The present study first found that higher serum 25(OH)D concentrations were closely related to the content of IHCL rather than traditional body fat indicators in male collegiate football athletes. However, a small sample size could be a limitation. Additionally, it is still unclear whether the results observed in our study could be extrapolated to other kinds of athletes. Finally, the cross-sectional nature of the study does not allow for determination of cause and effect.
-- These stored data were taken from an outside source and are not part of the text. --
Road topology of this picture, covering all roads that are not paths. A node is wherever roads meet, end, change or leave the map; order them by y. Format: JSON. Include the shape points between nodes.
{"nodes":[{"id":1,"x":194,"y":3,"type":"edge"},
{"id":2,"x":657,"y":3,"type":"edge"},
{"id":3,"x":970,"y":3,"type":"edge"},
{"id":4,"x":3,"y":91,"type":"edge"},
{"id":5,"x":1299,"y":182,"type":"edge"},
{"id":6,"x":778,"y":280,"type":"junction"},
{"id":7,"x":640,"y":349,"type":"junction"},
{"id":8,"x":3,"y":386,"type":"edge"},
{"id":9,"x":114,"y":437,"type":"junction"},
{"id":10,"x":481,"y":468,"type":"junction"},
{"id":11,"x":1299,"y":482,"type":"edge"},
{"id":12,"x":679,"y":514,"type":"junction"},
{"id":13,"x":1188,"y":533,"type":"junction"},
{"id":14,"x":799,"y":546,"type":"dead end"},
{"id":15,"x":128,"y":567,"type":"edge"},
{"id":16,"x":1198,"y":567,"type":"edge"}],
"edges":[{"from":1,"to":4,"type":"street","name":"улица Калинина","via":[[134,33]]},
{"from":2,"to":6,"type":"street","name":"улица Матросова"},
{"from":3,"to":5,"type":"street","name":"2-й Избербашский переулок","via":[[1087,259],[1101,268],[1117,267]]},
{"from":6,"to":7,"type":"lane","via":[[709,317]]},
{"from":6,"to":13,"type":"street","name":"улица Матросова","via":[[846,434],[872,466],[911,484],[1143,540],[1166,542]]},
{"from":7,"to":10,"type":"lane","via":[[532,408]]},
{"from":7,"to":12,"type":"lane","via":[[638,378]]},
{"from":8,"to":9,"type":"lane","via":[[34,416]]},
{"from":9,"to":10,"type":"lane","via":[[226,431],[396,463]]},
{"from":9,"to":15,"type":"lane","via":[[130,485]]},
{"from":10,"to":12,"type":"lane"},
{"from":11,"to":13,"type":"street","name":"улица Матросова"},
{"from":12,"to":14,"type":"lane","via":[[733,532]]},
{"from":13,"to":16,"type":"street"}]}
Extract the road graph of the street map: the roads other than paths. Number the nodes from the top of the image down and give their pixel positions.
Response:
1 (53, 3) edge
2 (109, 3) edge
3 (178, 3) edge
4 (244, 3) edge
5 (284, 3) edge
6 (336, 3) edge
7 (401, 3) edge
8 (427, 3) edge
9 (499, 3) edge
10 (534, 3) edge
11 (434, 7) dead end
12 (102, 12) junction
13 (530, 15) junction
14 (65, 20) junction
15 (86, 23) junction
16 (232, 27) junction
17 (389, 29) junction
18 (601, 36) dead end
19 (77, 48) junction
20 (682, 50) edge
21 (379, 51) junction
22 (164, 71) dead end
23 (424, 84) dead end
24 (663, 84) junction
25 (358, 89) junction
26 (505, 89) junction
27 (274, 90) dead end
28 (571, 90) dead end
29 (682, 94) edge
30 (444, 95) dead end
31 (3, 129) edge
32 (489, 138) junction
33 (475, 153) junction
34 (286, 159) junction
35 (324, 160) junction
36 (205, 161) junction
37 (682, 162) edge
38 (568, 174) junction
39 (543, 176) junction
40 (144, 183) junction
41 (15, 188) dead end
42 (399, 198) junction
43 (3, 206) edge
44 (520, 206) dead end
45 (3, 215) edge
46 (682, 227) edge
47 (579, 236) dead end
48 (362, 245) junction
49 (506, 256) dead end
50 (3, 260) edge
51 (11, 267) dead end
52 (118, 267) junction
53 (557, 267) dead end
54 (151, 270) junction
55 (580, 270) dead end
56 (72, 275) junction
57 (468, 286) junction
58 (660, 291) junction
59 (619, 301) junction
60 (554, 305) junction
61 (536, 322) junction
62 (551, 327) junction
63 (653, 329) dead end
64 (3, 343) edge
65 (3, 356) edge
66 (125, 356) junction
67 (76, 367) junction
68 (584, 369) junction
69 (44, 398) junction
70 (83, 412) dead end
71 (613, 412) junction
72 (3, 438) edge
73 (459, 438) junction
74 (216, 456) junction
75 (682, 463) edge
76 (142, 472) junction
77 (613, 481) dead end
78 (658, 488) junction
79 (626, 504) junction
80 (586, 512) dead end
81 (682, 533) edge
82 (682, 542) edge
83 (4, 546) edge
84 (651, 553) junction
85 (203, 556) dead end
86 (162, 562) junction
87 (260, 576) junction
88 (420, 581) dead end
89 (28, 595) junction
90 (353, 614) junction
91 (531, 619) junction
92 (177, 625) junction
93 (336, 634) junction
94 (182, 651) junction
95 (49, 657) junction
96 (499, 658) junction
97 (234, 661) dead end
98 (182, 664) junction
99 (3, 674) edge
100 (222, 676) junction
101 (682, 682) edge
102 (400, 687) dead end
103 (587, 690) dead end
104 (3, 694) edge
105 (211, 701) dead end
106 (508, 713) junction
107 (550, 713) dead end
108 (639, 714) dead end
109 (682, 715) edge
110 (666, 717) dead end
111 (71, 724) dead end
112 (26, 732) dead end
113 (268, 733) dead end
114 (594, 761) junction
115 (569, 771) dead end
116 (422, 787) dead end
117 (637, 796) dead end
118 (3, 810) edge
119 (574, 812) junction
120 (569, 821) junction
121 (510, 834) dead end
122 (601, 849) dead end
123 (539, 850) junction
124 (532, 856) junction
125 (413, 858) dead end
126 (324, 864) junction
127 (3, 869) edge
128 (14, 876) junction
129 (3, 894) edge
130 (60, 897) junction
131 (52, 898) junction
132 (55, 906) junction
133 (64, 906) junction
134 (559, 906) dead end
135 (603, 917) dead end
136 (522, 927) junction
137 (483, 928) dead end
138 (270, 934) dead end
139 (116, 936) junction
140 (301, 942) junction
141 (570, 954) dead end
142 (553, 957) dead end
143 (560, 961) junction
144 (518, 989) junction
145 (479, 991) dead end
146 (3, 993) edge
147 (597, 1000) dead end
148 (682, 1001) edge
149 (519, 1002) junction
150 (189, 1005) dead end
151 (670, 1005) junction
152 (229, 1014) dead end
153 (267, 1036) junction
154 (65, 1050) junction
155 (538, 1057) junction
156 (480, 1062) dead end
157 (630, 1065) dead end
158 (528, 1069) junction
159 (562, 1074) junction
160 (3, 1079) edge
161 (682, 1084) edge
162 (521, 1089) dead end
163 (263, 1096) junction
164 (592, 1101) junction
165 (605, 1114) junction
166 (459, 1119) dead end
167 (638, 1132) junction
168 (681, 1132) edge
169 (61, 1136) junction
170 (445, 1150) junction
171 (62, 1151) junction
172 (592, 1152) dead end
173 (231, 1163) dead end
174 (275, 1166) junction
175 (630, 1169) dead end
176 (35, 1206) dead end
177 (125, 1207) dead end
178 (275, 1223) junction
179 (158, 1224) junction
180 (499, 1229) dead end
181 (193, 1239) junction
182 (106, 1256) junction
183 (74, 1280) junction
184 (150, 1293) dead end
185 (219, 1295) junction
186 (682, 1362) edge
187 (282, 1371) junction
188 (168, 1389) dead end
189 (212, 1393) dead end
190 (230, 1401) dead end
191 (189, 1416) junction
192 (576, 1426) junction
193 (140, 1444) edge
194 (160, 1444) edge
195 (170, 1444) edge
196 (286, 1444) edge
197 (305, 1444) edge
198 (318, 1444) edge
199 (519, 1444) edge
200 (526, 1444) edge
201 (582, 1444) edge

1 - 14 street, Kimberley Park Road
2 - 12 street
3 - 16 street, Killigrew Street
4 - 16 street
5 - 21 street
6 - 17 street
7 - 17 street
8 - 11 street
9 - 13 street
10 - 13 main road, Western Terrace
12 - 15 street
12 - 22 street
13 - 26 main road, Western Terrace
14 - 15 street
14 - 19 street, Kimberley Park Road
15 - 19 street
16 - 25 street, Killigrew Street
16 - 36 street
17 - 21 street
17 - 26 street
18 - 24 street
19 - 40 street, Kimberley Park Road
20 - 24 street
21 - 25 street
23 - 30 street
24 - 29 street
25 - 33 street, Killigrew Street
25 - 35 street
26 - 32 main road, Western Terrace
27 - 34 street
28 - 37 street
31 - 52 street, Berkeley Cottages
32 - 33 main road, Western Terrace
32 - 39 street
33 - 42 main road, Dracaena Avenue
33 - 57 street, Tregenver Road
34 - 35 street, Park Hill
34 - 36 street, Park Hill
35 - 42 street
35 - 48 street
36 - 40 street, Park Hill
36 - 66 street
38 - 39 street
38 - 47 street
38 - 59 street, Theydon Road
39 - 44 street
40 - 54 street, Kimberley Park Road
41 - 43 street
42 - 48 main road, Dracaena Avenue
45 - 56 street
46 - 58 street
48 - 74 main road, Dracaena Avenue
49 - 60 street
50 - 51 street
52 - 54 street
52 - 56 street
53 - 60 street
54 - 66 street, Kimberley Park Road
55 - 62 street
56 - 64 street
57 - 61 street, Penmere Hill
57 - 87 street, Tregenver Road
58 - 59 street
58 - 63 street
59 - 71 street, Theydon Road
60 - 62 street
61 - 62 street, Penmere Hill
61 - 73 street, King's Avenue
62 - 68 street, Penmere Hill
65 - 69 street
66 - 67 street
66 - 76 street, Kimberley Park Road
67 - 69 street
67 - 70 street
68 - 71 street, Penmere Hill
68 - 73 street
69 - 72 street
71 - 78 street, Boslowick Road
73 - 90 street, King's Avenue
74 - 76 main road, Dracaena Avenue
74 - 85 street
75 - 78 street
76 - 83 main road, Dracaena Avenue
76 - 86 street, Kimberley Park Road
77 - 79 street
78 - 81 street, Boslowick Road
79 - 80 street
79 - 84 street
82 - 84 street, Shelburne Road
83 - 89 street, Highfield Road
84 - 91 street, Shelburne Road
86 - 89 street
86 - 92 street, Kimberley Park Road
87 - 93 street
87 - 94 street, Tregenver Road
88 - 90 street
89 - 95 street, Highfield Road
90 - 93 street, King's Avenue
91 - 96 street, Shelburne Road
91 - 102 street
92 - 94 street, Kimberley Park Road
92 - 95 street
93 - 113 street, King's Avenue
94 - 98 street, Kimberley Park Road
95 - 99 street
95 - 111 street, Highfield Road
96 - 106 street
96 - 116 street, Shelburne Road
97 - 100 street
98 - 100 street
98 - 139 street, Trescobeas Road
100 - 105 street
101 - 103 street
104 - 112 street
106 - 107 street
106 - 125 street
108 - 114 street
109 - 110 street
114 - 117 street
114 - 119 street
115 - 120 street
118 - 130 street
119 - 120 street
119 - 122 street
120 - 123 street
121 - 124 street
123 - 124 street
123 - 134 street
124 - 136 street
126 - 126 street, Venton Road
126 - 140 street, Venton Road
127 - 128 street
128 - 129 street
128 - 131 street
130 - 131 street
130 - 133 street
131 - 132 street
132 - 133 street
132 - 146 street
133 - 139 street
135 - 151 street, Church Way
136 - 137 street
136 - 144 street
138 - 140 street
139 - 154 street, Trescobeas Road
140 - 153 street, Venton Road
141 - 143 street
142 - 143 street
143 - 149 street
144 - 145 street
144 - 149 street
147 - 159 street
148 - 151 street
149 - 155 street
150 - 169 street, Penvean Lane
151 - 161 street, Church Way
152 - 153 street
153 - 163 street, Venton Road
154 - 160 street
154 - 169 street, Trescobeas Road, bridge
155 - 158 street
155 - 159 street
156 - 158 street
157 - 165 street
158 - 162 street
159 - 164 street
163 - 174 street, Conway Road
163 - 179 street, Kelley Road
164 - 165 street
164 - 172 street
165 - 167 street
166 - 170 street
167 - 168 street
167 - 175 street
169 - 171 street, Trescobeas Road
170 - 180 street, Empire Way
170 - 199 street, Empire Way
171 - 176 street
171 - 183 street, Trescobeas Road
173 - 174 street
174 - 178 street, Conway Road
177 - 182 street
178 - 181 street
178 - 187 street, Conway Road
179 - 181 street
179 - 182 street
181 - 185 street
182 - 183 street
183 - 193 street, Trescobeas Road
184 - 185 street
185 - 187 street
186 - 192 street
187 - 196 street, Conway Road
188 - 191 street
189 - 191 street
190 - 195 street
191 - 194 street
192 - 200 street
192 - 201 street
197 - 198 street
Longitudinal studies conducted on other kinds of sports are necessary to confirm the associations between serum 25(OH)D concentrations and fat tissue and ectopic fat indicators.

6. Conclusions

In conclusion, we observed that the prevalence of vitamin D deficiency and insufficiency was higher, but relatively higher than in adults in the general population. In addition, serum 25(OH)D concentrations were more closely associated with the intrahepatic cellular fat content than any of the indicators traditionally used to assess adiposity in overweight collegiate athletes.

Our results suggest that maintaining higher circulating 25(OH)D concentrations may lead to lower IHCL content, with the potential for subsequent reductions in cardiovascular disease risks in overweight athletes, and perhaps in others. These possibilities warrant testing in adequately designed randomized controlled trials.